• Try it: Would you copy every line of the listing below that includes the word "Čiekurkalna"?

• Data records:
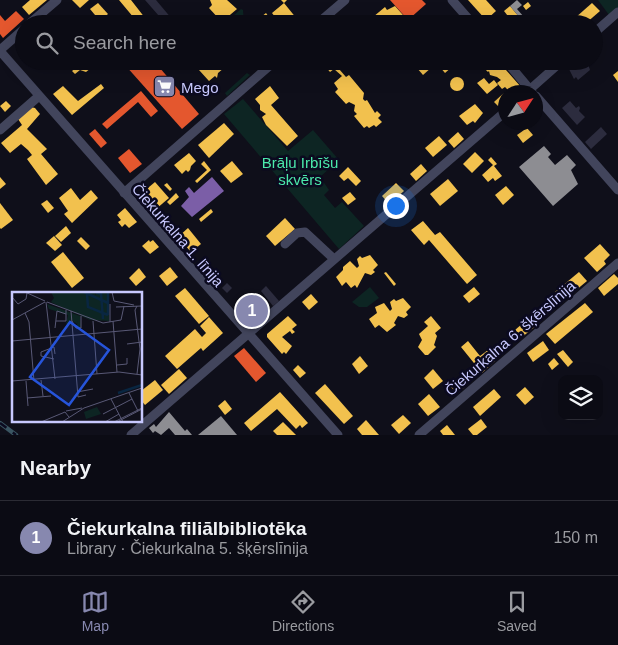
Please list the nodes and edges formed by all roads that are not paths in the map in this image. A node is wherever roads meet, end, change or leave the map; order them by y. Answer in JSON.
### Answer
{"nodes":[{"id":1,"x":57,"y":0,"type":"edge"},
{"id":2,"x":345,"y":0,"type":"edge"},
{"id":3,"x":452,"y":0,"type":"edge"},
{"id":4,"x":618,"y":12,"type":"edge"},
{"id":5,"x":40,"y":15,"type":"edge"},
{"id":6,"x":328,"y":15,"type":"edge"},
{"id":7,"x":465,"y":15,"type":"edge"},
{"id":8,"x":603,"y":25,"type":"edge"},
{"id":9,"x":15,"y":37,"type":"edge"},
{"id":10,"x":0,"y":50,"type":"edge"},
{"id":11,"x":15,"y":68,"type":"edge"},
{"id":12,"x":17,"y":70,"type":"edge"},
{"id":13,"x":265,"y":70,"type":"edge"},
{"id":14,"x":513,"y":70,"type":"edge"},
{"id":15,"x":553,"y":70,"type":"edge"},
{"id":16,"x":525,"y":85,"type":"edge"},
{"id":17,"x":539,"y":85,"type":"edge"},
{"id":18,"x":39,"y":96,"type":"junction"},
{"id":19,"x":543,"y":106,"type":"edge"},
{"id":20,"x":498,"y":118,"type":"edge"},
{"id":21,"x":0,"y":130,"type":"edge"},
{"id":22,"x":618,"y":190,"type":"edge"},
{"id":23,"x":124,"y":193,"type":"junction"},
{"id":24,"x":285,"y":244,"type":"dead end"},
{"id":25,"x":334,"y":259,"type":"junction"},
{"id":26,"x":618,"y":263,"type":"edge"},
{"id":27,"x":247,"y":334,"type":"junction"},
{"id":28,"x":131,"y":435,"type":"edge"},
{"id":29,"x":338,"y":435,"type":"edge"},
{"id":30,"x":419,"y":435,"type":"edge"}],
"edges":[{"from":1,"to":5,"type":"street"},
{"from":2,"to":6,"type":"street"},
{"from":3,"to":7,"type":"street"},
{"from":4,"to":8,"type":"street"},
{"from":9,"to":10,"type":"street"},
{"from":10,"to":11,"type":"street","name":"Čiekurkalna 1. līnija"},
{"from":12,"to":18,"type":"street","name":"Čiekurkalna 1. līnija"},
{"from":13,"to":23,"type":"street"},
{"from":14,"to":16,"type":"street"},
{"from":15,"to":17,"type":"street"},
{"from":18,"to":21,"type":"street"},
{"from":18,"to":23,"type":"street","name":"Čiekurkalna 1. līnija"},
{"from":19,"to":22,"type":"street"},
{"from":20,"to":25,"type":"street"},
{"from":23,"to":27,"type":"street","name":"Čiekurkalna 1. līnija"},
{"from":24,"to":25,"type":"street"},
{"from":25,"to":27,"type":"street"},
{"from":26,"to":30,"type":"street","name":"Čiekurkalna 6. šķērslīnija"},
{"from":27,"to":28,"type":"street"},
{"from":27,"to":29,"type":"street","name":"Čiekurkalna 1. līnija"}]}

• Solution to the exercise:
{"from":10,"to":11,"type":"street","name":"Čiekurkalna 1. līnija"},
{"from":12,"to":18,"type":"street","name":"Čiekurkalna 1. līnija"},
{"from":18,"to":23,"type":"street","name":"Čiekurkalna 1. līnija"},
{"from":23,"to":27,"type":"street","name":"Čiekurkalna 1. līnija"},
{"from":26,"to":30,"type":"street","name":"Čiekurkalna 6. šķērslīnija"},
{"from":27,"to":29,"type":"street","name":"Čiekurkalna 1. līnija"}]}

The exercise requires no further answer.